Please write out, exactly as they appear, the line containing "thumb tip: (1116, 935)" and every line after it to the end of the records, and nothing more.

# # # #

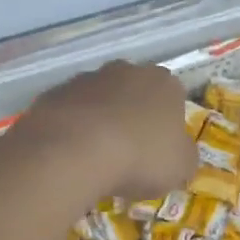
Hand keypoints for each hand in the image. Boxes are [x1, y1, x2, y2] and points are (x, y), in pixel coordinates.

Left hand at [11, 60, 195, 201]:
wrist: (74, 151)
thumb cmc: (140, 157)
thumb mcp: (181, 168)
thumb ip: (185, 156)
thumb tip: (180, 153)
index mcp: (164, 84)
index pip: (173, 97)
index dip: (168, 124)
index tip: (160, 150)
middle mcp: (126, 71)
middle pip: (134, 93)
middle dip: (132, 117)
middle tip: (129, 153)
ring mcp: (86, 79)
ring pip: (99, 100)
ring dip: (100, 121)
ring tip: (95, 158)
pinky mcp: (53, 93)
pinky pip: (69, 112)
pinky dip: (71, 129)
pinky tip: (70, 155)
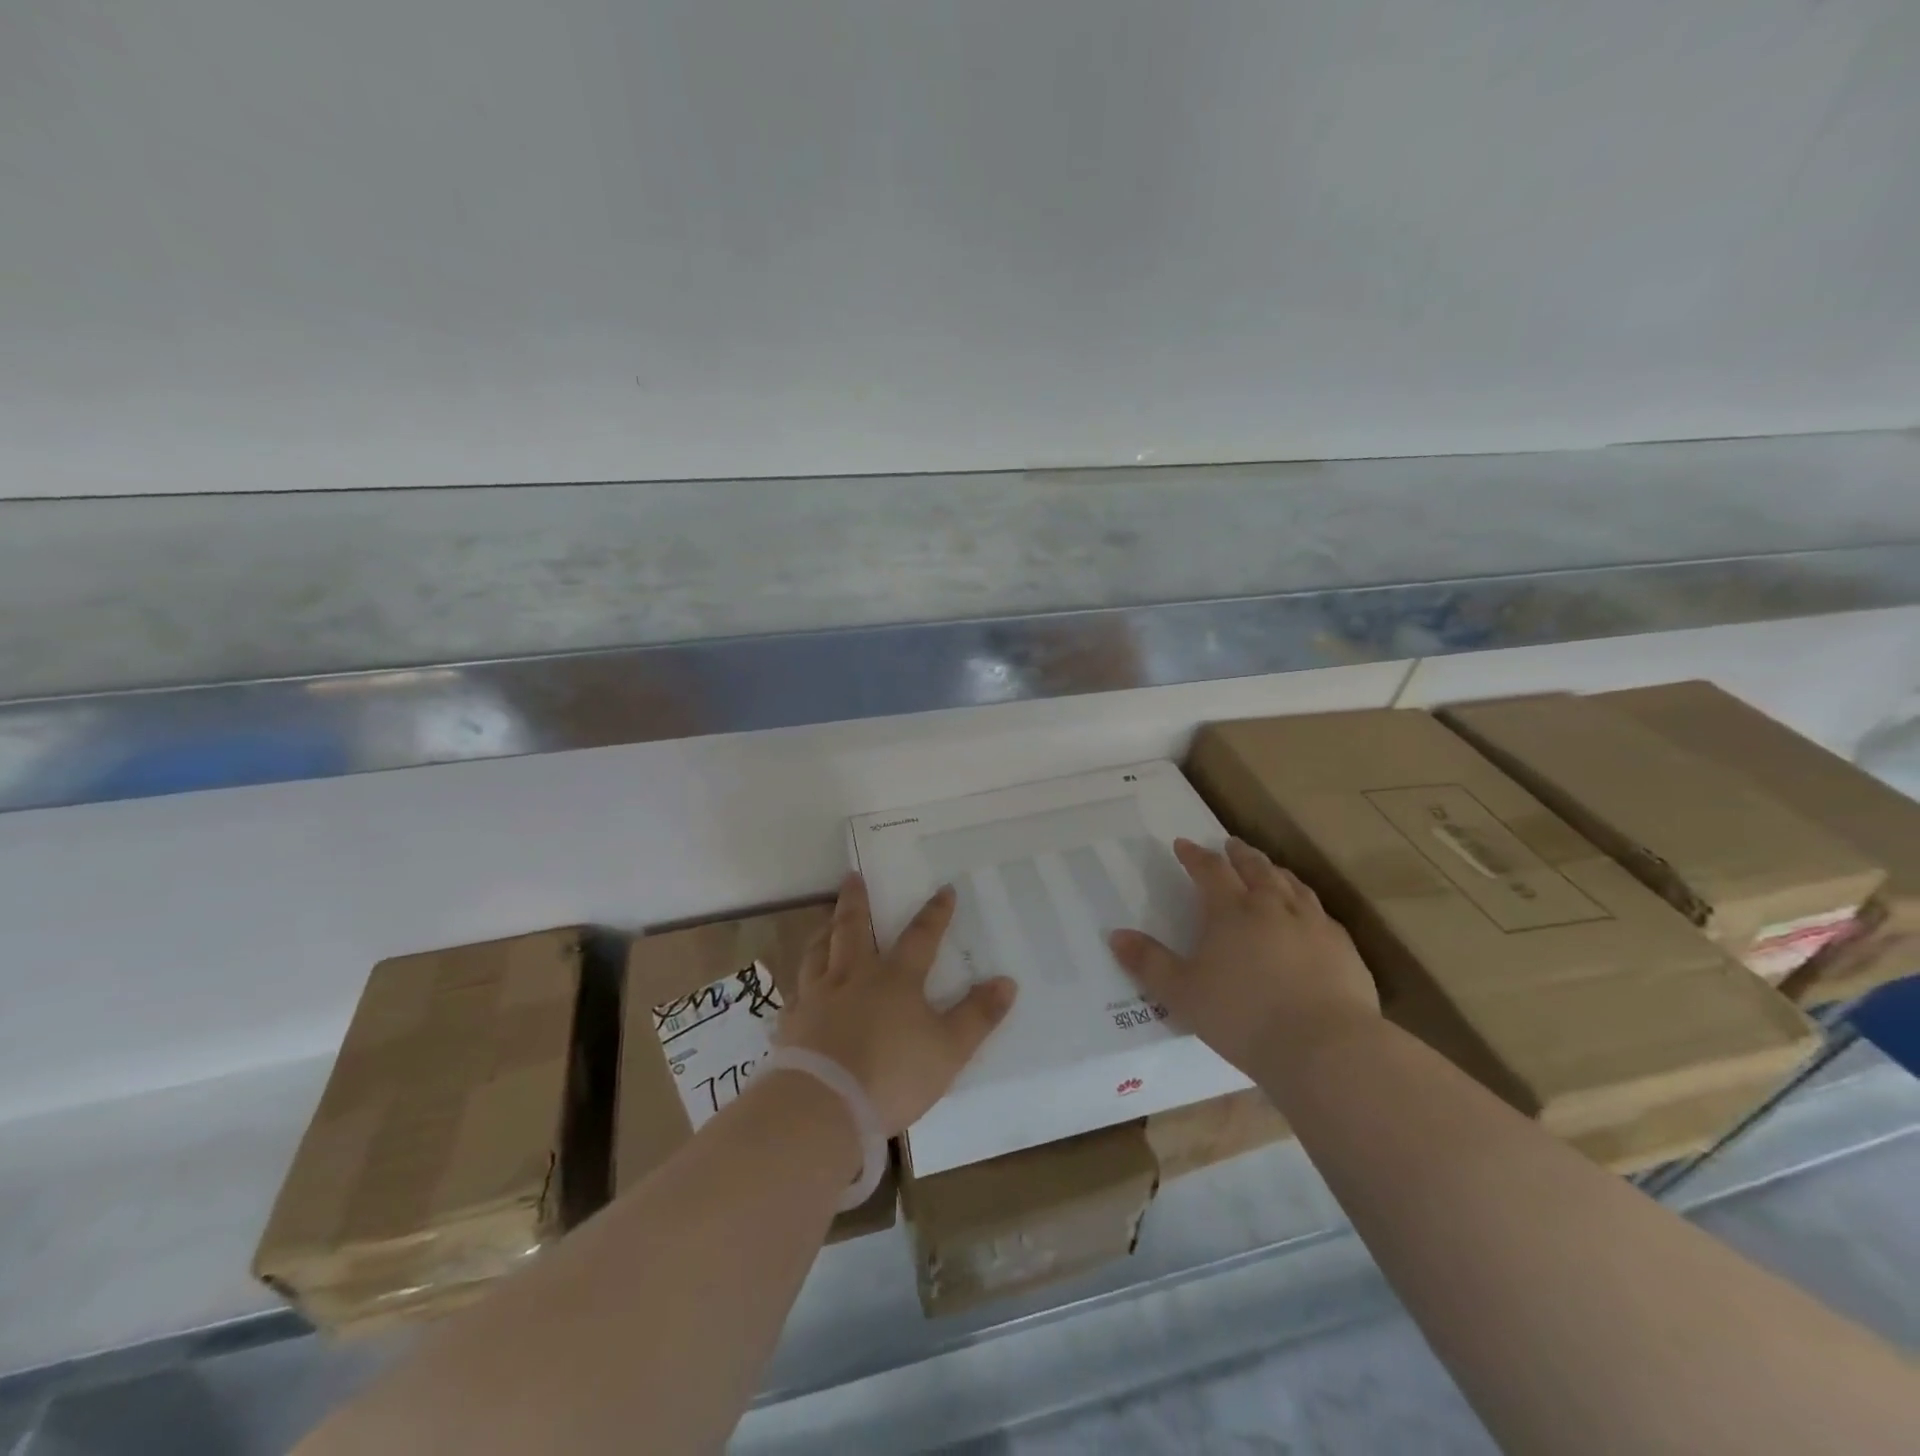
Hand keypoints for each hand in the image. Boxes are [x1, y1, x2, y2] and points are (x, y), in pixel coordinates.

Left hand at [776, 873, 1017, 1135]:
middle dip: (856, 901)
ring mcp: (817, 998)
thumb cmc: (892, 1074)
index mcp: (895, 979)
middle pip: (853, 929)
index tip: (944, 889)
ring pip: (818, 953)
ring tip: (825, 922)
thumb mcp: (949, 1050)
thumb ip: (977, 1016)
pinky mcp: (792, 1024)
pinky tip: (800, 988)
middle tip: (851, 876)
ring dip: (823, 932)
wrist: (823, 1106)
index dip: (935, 913)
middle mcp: (853, 977)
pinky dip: (801, 983)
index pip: (920, 936)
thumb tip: (1006, 982)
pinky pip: (796, 993)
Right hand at [1109, 837, 1379, 1073]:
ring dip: (1276, 872)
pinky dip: (1308, 904)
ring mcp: (1313, 925)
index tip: (1184, 844)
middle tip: (1231, 844)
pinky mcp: (1344, 949)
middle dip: (1240, 855)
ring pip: (1292, 885)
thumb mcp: (1182, 994)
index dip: (1195, 856)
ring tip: (1270, 869)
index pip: (1210, 871)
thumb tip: (1116, 935)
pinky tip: (1309, 915)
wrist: (1325, 1047)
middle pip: (1255, 869)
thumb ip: (1148, 963)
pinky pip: (1322, 914)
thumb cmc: (1243, 1017)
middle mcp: (1273, 907)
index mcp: (1231, 912)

# # # #

**Finished task:**
thumb tip: (1116, 935)
pinky tip: (1309, 915)
wrist: (1325, 1047)
middle pip: (1255, 869)
thumb ip: (1148, 963)
pinky pip: (1322, 914)
thumb cmc: (1243, 1017)
middle mcp: (1273, 907)
index mcp: (1231, 912)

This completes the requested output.